▶ [Assignment] Return, word for word, the line that contains "middle dip: (1136, 1014)" and every line after it through the end of the records.
━━ Records for the task
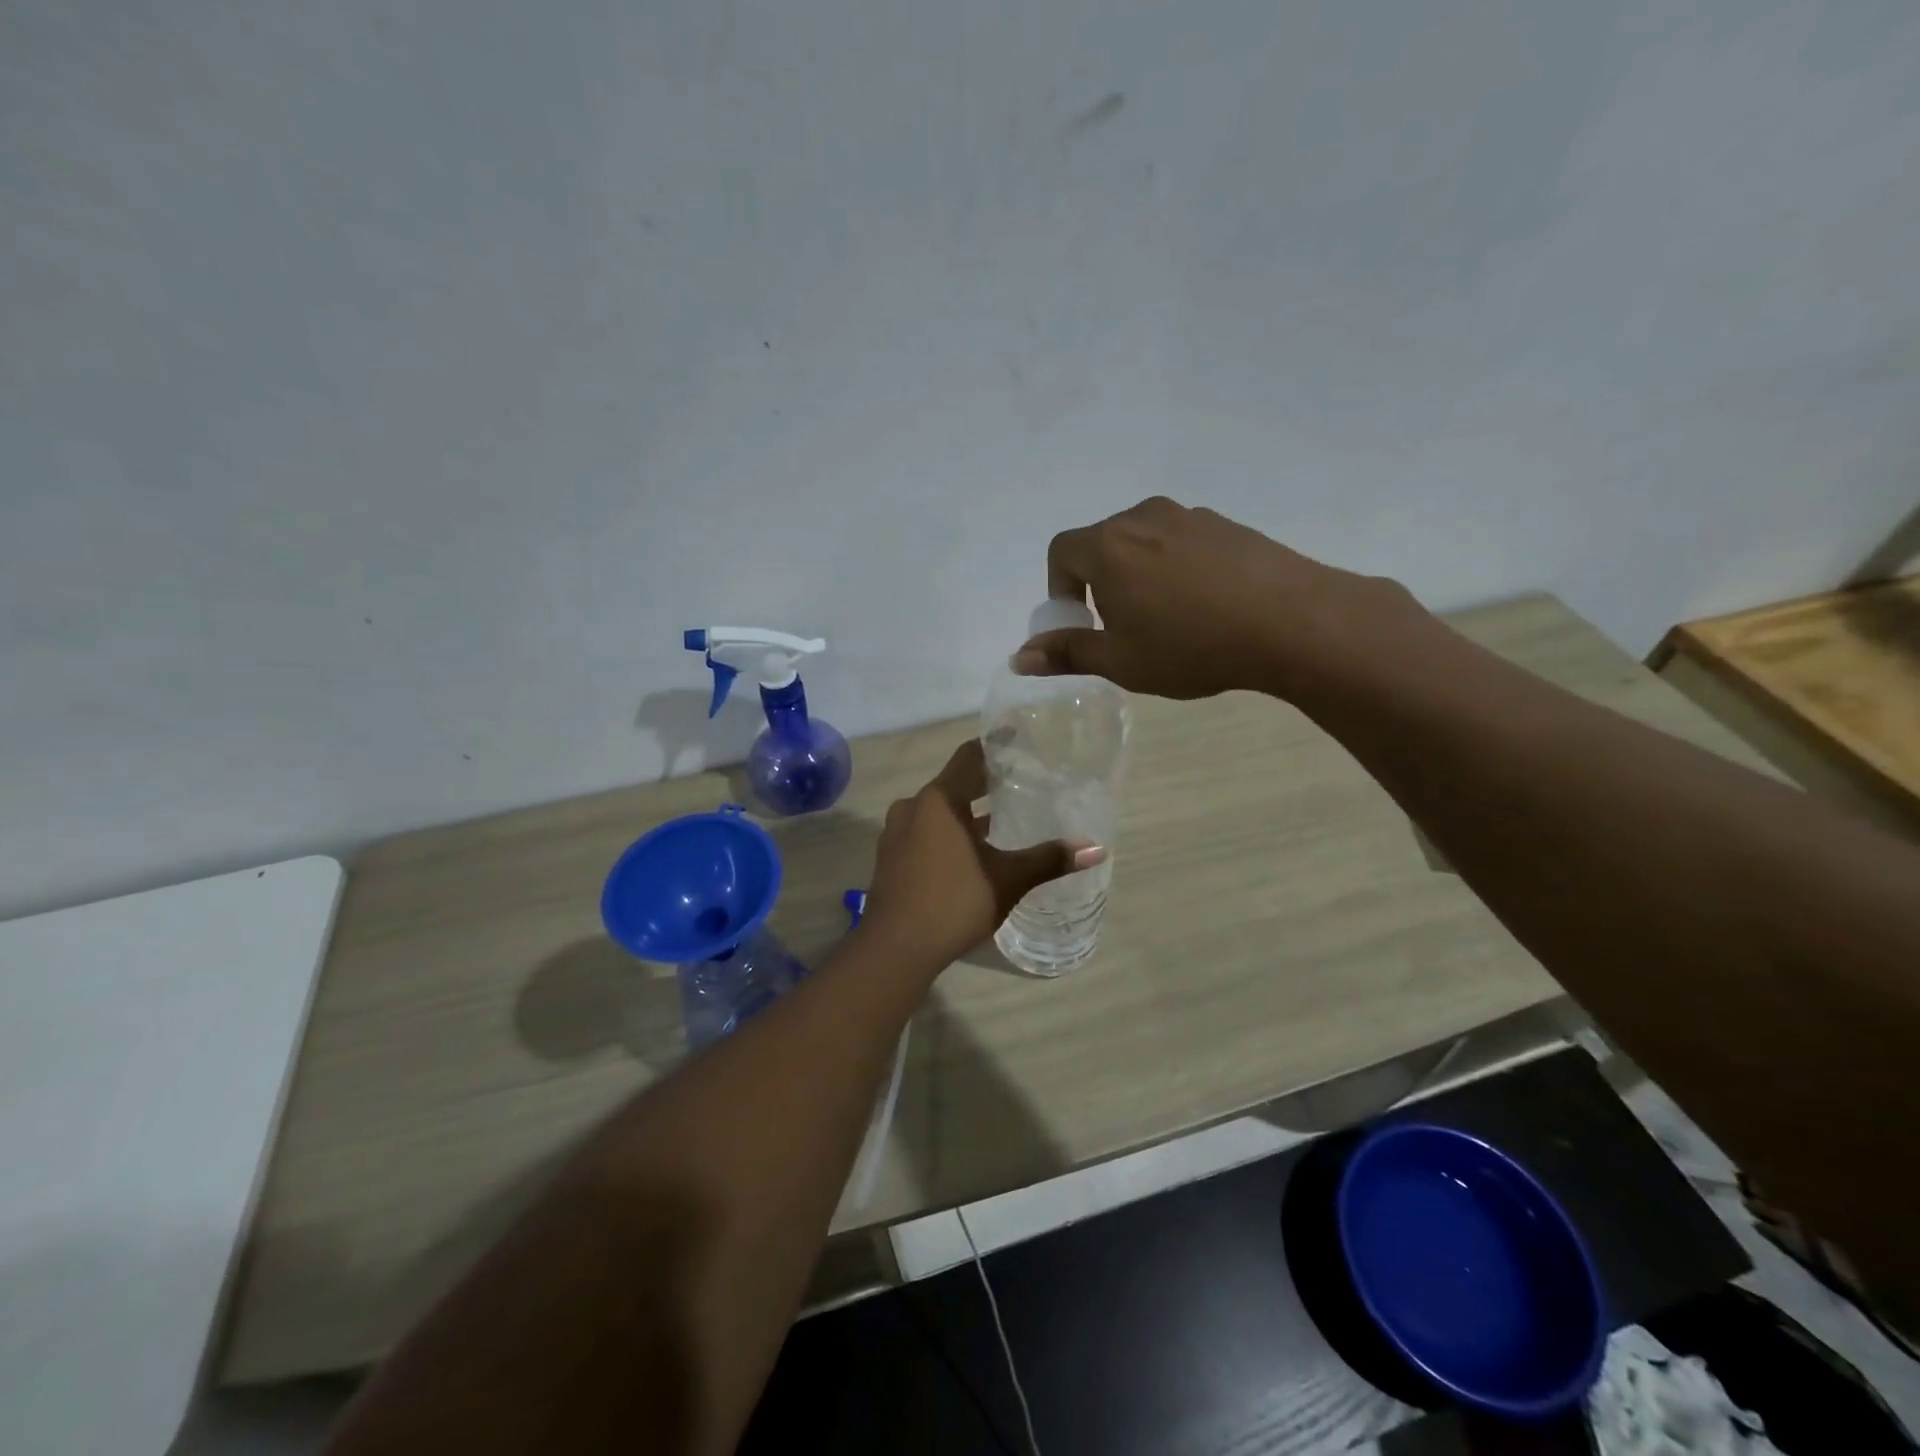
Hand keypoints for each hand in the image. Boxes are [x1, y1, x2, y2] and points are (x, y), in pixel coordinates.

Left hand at [861, 739, 1105, 967]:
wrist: (894, 948)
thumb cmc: (953, 901)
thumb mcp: (1007, 879)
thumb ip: (1048, 859)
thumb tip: (1096, 848)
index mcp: (938, 800)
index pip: (969, 756)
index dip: (995, 745)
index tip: (1017, 737)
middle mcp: (912, 807)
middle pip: (954, 783)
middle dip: (984, 782)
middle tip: (1020, 780)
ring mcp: (896, 834)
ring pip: (938, 811)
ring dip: (967, 811)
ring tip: (1002, 817)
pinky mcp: (890, 858)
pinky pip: (925, 832)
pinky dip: (949, 832)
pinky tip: (971, 851)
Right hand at [1015, 496, 1415, 700]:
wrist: (1292, 621)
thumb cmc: (1191, 645)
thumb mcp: (1121, 661)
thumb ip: (1067, 653)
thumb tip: (1020, 657)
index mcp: (1108, 546)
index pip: (1060, 551)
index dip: (1060, 587)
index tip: (1082, 621)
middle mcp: (1144, 517)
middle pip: (1103, 542)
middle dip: (1100, 582)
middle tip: (1123, 626)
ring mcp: (1190, 516)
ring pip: (1145, 541)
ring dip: (1140, 574)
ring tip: (1168, 618)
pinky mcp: (1227, 525)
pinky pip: (1184, 542)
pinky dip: (1178, 568)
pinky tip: (1207, 606)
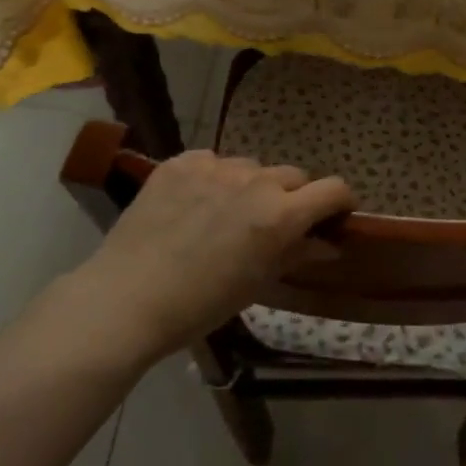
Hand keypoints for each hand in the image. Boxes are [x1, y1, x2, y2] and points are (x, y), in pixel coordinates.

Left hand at [61, 151, 355, 365]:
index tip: (333, 216)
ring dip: (251, 186)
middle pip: (293, 176)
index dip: (340, 202)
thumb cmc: (201, 304)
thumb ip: (297, 253)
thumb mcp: (258, 282)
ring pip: (252, 167)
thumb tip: (329, 243)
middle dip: (293, 197)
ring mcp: (217, 166)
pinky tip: (193, 204)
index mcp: (281, 214)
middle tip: (272, 224)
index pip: (334, 189)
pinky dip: (213, 178)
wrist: (126, 298)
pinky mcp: (182, 162)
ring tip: (225, 214)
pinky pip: (212, 162)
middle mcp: (256, 181)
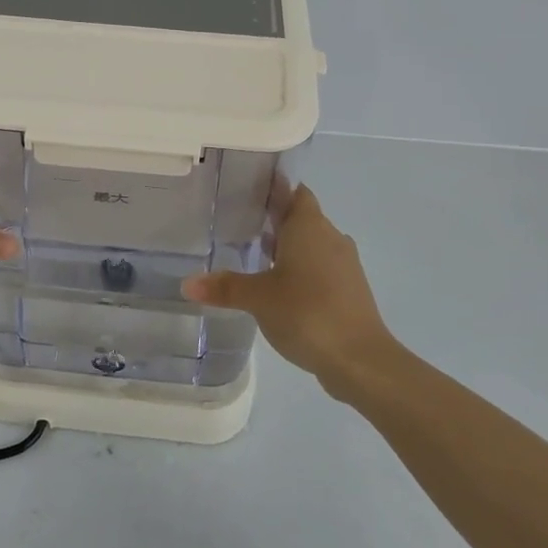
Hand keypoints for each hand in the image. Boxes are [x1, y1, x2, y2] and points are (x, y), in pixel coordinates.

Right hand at [182, 185, 396, 391]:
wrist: (360, 359)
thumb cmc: (307, 312)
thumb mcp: (258, 298)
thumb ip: (224, 287)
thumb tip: (187, 283)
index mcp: (309, 225)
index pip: (293, 191)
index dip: (273, 188)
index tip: (247, 190)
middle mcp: (330, 236)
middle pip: (301, 217)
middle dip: (274, 220)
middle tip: (240, 224)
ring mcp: (344, 264)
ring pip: (312, 244)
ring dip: (288, 248)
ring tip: (254, 256)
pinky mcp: (349, 290)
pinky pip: (320, 268)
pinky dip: (301, 271)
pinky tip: (279, 288)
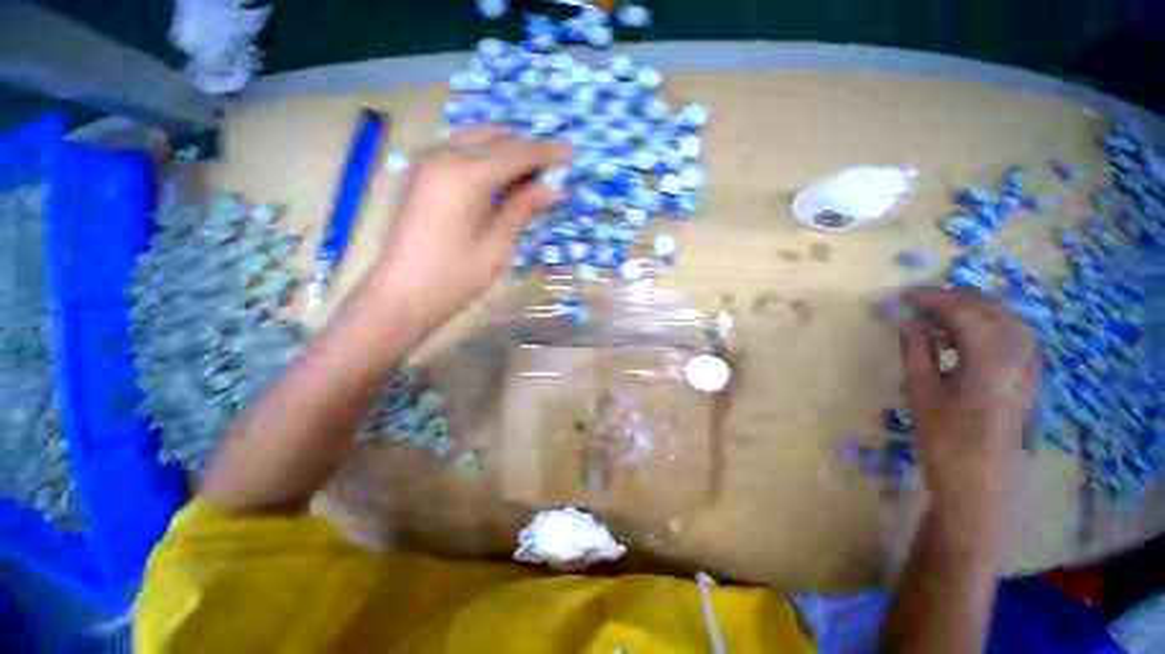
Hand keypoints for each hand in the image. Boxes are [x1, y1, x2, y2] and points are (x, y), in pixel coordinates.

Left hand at [369, 127, 571, 328]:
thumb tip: (553, 187)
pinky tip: (500, 178)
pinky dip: (484, 159)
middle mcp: (442, 155)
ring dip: (506, 152)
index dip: (546, 153)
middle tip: (553, 168)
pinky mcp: (419, 175)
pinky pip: (459, 153)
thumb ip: (523, 207)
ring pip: (476, 141)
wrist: (403, 295)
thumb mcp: (498, 243)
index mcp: (465, 173)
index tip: (571, 153)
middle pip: (496, 141)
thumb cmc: (456, 275)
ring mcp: (425, 161)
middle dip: (527, 151)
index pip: (516, 153)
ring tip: (531, 174)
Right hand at [899, 288, 1038, 550]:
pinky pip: (1010, 336)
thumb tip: (908, 322)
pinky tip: (962, 338)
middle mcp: (1019, 356)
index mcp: (991, 361)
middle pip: (989, 308)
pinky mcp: (1028, 377)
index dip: (931, 298)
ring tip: (936, 317)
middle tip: (916, 303)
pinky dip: (984, 326)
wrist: (980, 487)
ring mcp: (1029, 366)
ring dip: (969, 310)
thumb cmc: (944, 442)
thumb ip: (917, 351)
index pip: (963, 311)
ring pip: (1003, 318)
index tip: (902, 296)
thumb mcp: (921, 394)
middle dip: (951, 299)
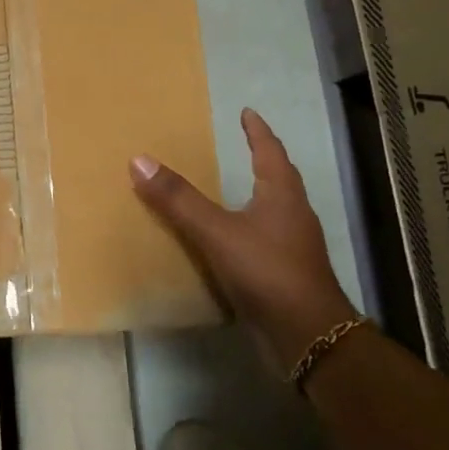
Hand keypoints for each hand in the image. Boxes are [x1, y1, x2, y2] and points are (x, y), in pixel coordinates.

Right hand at [131, 107, 354, 371]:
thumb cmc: (266, 271)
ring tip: (231, 188)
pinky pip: (264, 239)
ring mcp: (293, 246)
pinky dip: (247, 229)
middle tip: (241, 145)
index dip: (258, 132)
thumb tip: (139, 160)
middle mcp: (293, 214)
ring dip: (255, 195)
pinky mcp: (286, 273)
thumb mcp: (215, 231)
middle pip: (279, 178)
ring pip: (274, 210)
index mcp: (282, 195)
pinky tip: (229, 240)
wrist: (309, 335)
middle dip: (262, 159)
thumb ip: (178, 199)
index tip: (247, 113)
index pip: (270, 152)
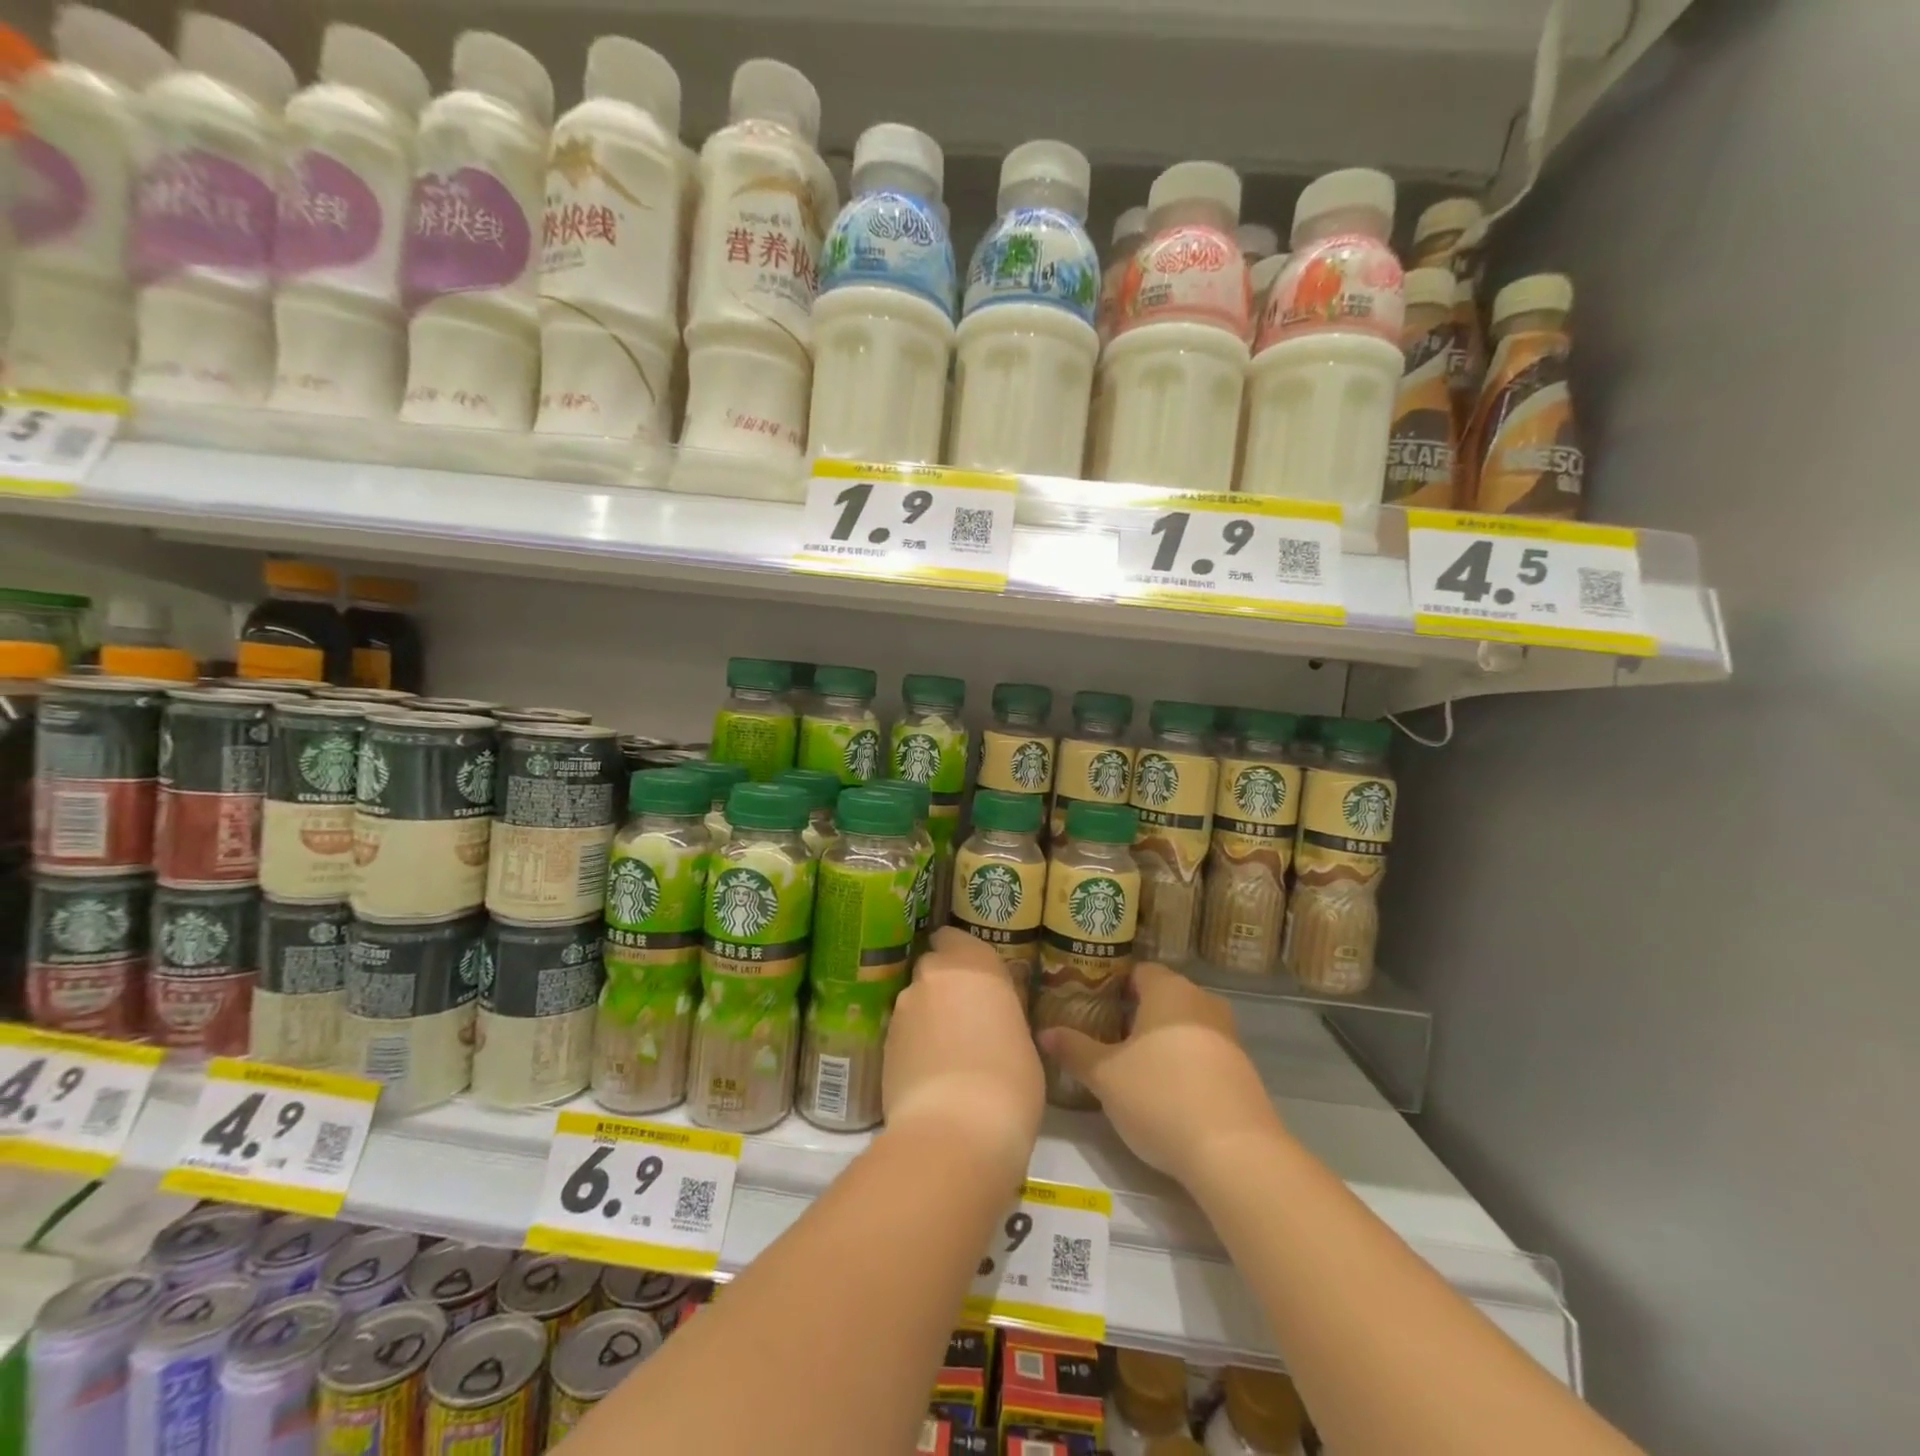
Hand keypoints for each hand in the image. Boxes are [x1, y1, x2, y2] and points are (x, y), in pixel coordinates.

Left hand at [883, 928, 1044, 1181]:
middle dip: (943, 986)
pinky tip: (930, 1075)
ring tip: (947, 1055)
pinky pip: (902, 1033)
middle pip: (932, 968)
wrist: (956, 1130)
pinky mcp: (883, 1043)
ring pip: (915, 1001)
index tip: (974, 978)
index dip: (960, 955)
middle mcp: (933, 974)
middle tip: (964, 1018)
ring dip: (927, 1017)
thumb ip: (1001, 1013)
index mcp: (973, 963)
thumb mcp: (1023, 1039)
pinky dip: (913, 1045)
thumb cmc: (1010, 1080)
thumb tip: (991, 1017)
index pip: (953, 937)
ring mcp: (903, 1008)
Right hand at [1039, 962, 1286, 1188]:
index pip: (1138, 971)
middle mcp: (1202, 1002)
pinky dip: (1184, 1063)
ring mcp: (1228, 1036)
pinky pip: (1204, 1053)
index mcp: (1169, 990)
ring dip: (1162, 1041)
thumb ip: (1074, 1050)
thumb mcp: (1105, 1076)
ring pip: (1185, 1026)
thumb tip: (1044, 1033)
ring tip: (1132, 1066)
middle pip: (1163, 997)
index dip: (1113, 985)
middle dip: (1136, 1014)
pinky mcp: (1243, 1070)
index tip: (1091, 1006)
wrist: (1235, 1153)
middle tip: (1105, 1037)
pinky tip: (1167, 1092)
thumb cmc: (1161, 1096)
━━━━
▶ [Task result]
middle dip: (1136, 1014)
pinky mcp: (1243, 1070)
index tip: (1091, 1006)
wrist: (1235, 1153)
middle tip: (1105, 1037)
pinky tip: (1167, 1092)
thumb cmc: (1161, 1096)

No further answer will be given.